Questo è un esempio, identico al lavoro di pulizia che si sta facendo all’immagine di Bettino Craxi, attaccando, sminuendo e cancellando il lavoro fatto dal pool di Mani Pulite. Avevano l’unica colpa di avere scoperchiato Tangentopoli. Oggi, 15 anni dopo , si cerca di ricordarli come il cancro di quel periodo. Come accennato poco sopra, negli ultimi lustri gli attacchi ai giudici sono continuati, favoriti dalla carriera processuale dell’ On. Berlusconi, unica nel suo genere. Uno di questi fu il pm Ilda Boccassini, attaccata specialmente per il suo lavoro nel Processo Sme. Le accuse mosse a lei e ai suo colleghi di Milano erano le solite: «toghe rosse», «eversivi» o «golpisti a servizio della sinistra». La loro colpa? Indagare sull’allora Presidente del Consiglio dei Ministri, i suoi avvocati, la sua azienda e altri giudici coinvolti. Nel 1996 Vittorio Feltri, ai tempi direttore del “Il Giornale” ( Famiglia Berlusconi) , scriveva cosi:


«Lo strapotere che esercitano, la disinvoltura con cui interpretano e usano i codici (…) intimidiscono il cittadino, lo lasciano in uno stato di vaga inquietudine (…). Anche Ilda Bocassini è troppo per il mio grado di tenuta nervosa. Non giudicatemi male: con lei non salirei neppure in ascensore. Tra poco vi saranno le elezioni, difficile credere che sia soltanto una coincidenza. Comunque, dati i personaggi, più che scandalo, questo sarà archiviato come impiastro. Alla puttanesca».
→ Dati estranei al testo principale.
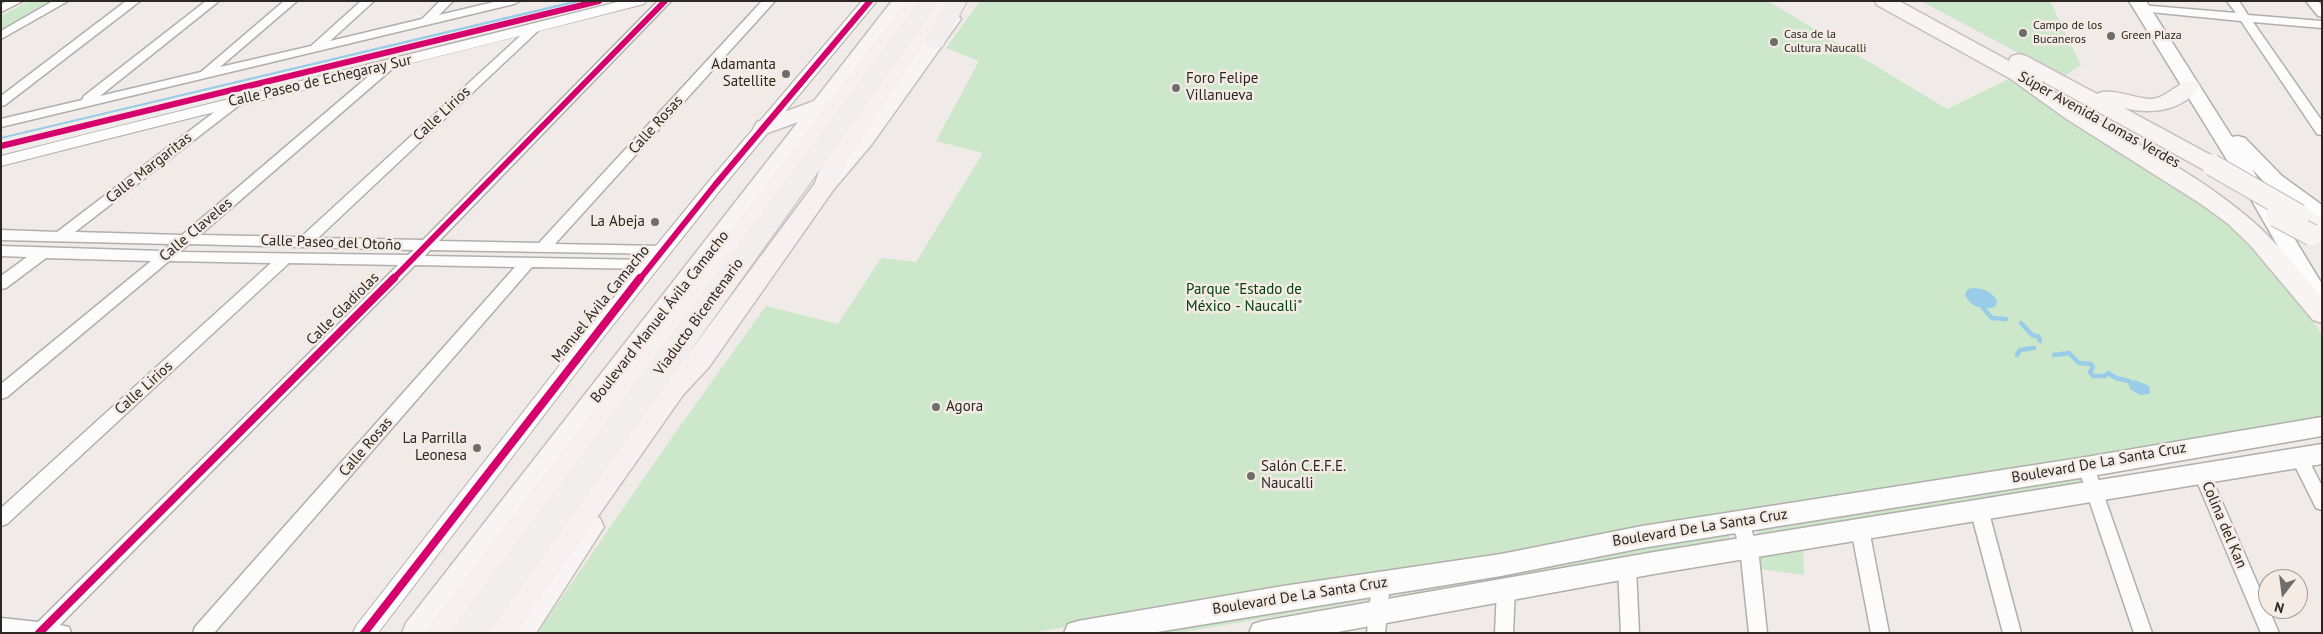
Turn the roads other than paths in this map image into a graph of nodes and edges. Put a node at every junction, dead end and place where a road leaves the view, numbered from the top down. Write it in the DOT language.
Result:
graph roads {
  1 [pos="17,1"];
  2 [pos="62,1"];
  3 [pos="134,1"];
  4 [pos="213,1"];
  5 [pos="291,1"];
  6 [pos="368,1"];
  7 [pos="448,1"];
  8 [pos="514,1"];
  9 [pos="639,1"];
  10 [pos="665,1"];
  11 [pos="769,1"];
  12 [pos="870,1"];
  13 [pos="902,1"];
  14 [pos="917,1"];
  15 [pos="930,1"];
  16 [pos="942,1"];
  17 [pos="952,1"];
  18 [pos="956,1"];
  19 [pos="964,1"];
  20 [pos="1884,1"];
  21 [pos="1909,1"];
  22 [pos="2233,1"];
  23 [pos="2312,1"];
  24 [pos="2146,5"];
  25 [pos="1,9"];
  26 [pos="2322,14"];
  27 [pos="2245,18"];
  28 [pos="424,23"];
  29 [pos="2322,25"];
  30 [pos="536,27"];
  31 [pos="1,36"];
  32 [pos="927,38"];
  33 [pos="315,48"];
  34 [pos="388,66"];
  35 [pos="204,74"];
  36 [pos="2019,76"];
  37 [pos="2056,79"];
  38 [pos="2190,86"];
  39 [pos="238,100"];
  40 [pos="1,102"];
  41 [pos="83,103"];
  42 [pos="822,105"];
  43 [pos="1,123"];
  44 [pos="765,127"];
  45 [pos="2322,131"];
  46 [pos="2237,141"];
  47 [pos="1,161"];
  48 [pos="2316,228"];
  49 [pos="1,235"];
  50 [pos="61,236"];
  51 [pos="186,239"];
  52 [pos="305,242"];
  53 [pos="426,246"];
  54 [pos="543,248"];
  55 [pos="1,251"];
  56 [pos="42,252"];
  57 [pos="164,257"];
  58 [pos="287,257"];
  59 [pos="656,258"];
  60 [pos="411,260"];
  61 [pos="529,261"];
  62 [pos="2322,274"];
  63 [pos="1,284"];
  64 [pos="2322,303"];
  65 [pos="2322,314"];
  66 [pos="1,393"];
  67 [pos="2322,426"];
  68 [pos="2310,455"];
  69 [pos="2086,467"];
  70 [pos="2201,472"];
  71 [pos="2095,491"];
  72 [pos="2322,503"];
  73 [pos="1979,509"];
  74 [pos="1,518"];
  75 [pos="1741,523"];
  76 [pos="1860,529"];
  77 [pos="1749,548"];
  78 [pos="1627,568"];
  79 [pos="1381,582"];
  80 [pos="1506,589"];
  81 [pos="1377,622"];
  82 [pos="1,626"];
  83 [pos="1118,629"];
  84 [pos="40,632"];
  85 [pos="515,632"];
  86 [pos="62,633"];
  87 [pos="202,633"];
  88 [pos="364,633"];
  89 [pos="417,633"];
  90 [pos="442,633"];
  91 [pos="469,633"];
  92 [pos="1078,633"];
  93 [pos="1263,633"];
  94 [pos="1504,633"];
  95 [pos="1630,633"];
  96 [pos="1758,633"];
  97 [pos="1880,633"];
  98 [pos="2012,633"];
  99 [pos="2143,633"];
  100 [pos="2270,633"];
  1 -- 25 [label="street"];
  2 -- 31 [label="street"];
  3 -- 40 [label="street"];
  4 -- 41 [label="street"];
  5 -- 35 [label="street"];
  6 -- 33 [label="street"];
  7 -- 28 [label="street"];
  8 -- 28 [label="street"];
  9 -- 30 [label="street, Calle Paseo de Echegaray Sur"];
  10 -- 53 [label="street, Calle Gladiolas"];
  11 -- 54 [label="street, Calle Rosas"];
  12 -- 44 [label="street, Manuel Ávila Camacho"];
  13 -- 42 [label="main road, Boulevard Manuel Ávila Camacho"];
  14 -- 90 [label="highway, Boulevard Manuel Ávila Camacho"];
  15 -- 91 [label="highway, Viaducto Bicentenario"];
  16 -- 32 [label="highway"];
  17 -- 32 [label="highway"];
  18 -- 32 [label="highway"];
  19 -- 32 [label="main road"];
  20 -- 36 [label="main road, Súper Avenida Lomas Verdes"];
  21 -- 37 [label="main road, Súper Avenida Lomas Verdes"];
  22 -- 27 [label="street"];
  23 -- 26 [label="street"];
  24 -- 27 [label="street"];
  24 -- 38 [label="main road"];
  24 -- 46 [label="main road"];
  27 -- 29 [label="street"];
  27 -- 45 [label="street"];
  28 -- 33 [label="street"];
  30 -- 34 [label="street, Calle Paseo de Echegaray Sur"];
  30 -- 52 [label="street, Calle Lirios"];
  32 -- 85 [label="highway"];
  33 -- 35 [label="street"];
  34 -- 39 [label="street, Calle Paseo de Echegaray Sur"];
  34 -- 51 [label="street, Calle Claveles"];
  35 -- 41 [label="street"];
  36 -- 48 [label="main road, Súper Avenida Lomas Verdes, bridge"];
  36 -- 65 [label="main road"];
  37 -- 38 [label="main road"];
  37 -- 48 [label="main road, Súper Avenida Lomas Verdes, bridge"];
  38 -- 64 [label="main road"];
  39 -- 47 [label="street, Calle Paseo de Echegaray Sur"];
  39 -- 50 [label="street, Calle Margaritas"];
  41 -- 43 [label="street"];
  42 -- 44 [label="main road"];
  42 -- 89 [label="main road, Boulevard Manuel Ávila Camacho"];
  44 -- 59 [label="street, Manuel Ávila Camacho"];
  46 -- 48 [label="main road"];
  46 -- 62 [label="main road"];
  49 -- 50 [label="street, Calle Paseo del Otoño"];
  50 -- 51 [label="street, Calle Paseo del Otoño"];
  51 -- 52 [label="street, Calle Paseo del Otoño"];
  51 -- 57 [label="street, Calle Claveles"];
  52 -- 53 [label="street, Calle Paseo del Otoño"];
  53 -- 54 [label="street, Calle Paseo del Otoño"];
  53 -- 60 [label="street, Calle Gladiolas"];
  54 -- 59 [label="street, Calle Paseo del Otoño"];
  55 -- 56 [label="street, Calle Paseo del Otoño"];
  56 -- 57 [label="street, Calle Paseo del Otoño"];
  56 -- 63 [label="street"];
  57 -- 58 [label="street, Calle Paseo del Otoño"];
  57 -- 66 [label="street, Calle Claveles"];
  58 -- 60 [label="street, Calle Paseo del Otoño"];
  58 -- 74 [label="street, Calle Lirios"];
  59 -- 61 [label="street, Calle Paseo del Otoño"];
  59 -- 88 [label="street, Manuel Ávila Camacho"];
  60 -- 61 [label="street, Calle Paseo del Otoño"];
  60 -- 84 [label="street, Calle Gladiolas"];
  61 -- 87 [label="street, Calle Rosas"];
  67 -- 69 [label="main road, Boulevard De La Santa Cruz"];
  68 -- 70 [label="main road, Boulevard De La Santa Cruz"];
  68 -- 72 [label="street"];
  69 -- 71 [label="street"];
  69 -- 75 [label="main road, Boulevard De La Santa Cruz"];
  70 -- 71 [label="main road, Boulevard De La Santa Cruz"];
  70 -- 100 [label="street, Colina del Kan"];
  71 -- 73 [label="main road, Boulevard De La Santa Cruz"];
  71 -- 99 [label="street"];
  73 -- 76 [label="main road, Boulevard De La Santa Cruz"];
  73 -- 98 [label="street"];
  75 -- 77 [label="street"];
  75 -- 79 [label="main road, Boulevard De La Santa Cruz"];
  76 -- 77 [label="main road, Boulevard De La Santa Cruz"];
  76 -- 97 [label="street"];
  77 -- 78 [label="main road, Boulevard De La Santa Cruz"];
  77 -- 96 [label="street"];
  78 -- 80 [label="main road, Boulevard De La Santa Cruz"];
  78 -- 95 [label="street"];
  79 -- 81 [label="street"];
  79 -- 83 [label="main road, Boulevard De La Santa Cruz"];
  80 -- 81 [label="main road, Boulevard De La Santa Cruz"];
  80 -- 94 [label="street"];
  81 -- 93 [label="main road, Boulevard De La Santa Cruz"];
  82 -- 84 [label="street"];
  83 -- 92 [label="main road, Boulevard De La Santa Cruz"];
  84 -- 86 [label="street"];
}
Una storia che s’è ripetuta questi ultimi mesi con un altro giudice, ironicamente molto simile esteticamente alla collega appena citata. Il suo nome è Nicoletta Gandus, presidente del collegio giudicante nel processo Mills a Milano. Il Cavaliere la definì «un suo nemico politico», «un’estremista di sinistra» e per questo non in grado di giudicarlo. Avviò anche un processo di ricusazione, per «grave inimicizia». Seconde il direttore della Stampa, Augusto Minzolini, il premier disse di avere un testimone da usare per questa ricusazione.

«Ho un testimone che ha ascoltato una conversazione tra la Gandus e un altro magistrato. Gandus ha detto: “A questo str… di Berlusconi gli facciamo un c… così. Gli diamo 6 anni e poi lo voglio vedere a fare il presidente del Consiglio».

Purtroppo di questo teste non si ebbe notizia e la ricusazione fu respinta prima dalla Corte d’Appello e poi dalla Cassazione di Milano:

I documenti che dovrebbero dimostrare l’inimicizia grave tra la dott.sa Gandus e il ricusante (…) sono mere manifestazioni di pensiero relative non a rapporti personali o comportamenti dell’on. Silvio Berlusconi ma semplicemente critiche a testi di legge approvati dal Parlamento durante la legislatura 2001/2006, nella quale quest’ultimo è stato capo del governo. (fonte)


Certamente non è bastato questo, e non basta tutt’ora, per togliere i dubbi insorti nel cittadino comune nei confronti della magistratura. Ci sono tre fatti che però risultano significativi e che dimostrano ancor di più la serietà, l’ estraneità politica e tanto più la mancanza di inimicizia personale di queste due togate. Per quanto riguarda Ilda Boccassini la notizia è di settimana scorsa. Con il suo lavoro ha fatto condannare 14 esponenti delle Nuove Brigate Rosse, con pene che arrivano anche a 15 anni di reclusione. “Il Giornale” nel giorno del loro arresto, nel febbraio 2007, dimenticandosi per un giorno la lotta alle toghe rosse, elogiò le forze dell’ordine guidate dalla pm milanese (Ilda la Rossa), cosi abili nello sventare un’azione terroristica che mirava addirittura a Silvio Berlusconi, il giornalista Ichino di “Libero” e la stessa Mediaset. La presunta toga rossa che condanna i brigatisti. C’è qualcosa che non torna.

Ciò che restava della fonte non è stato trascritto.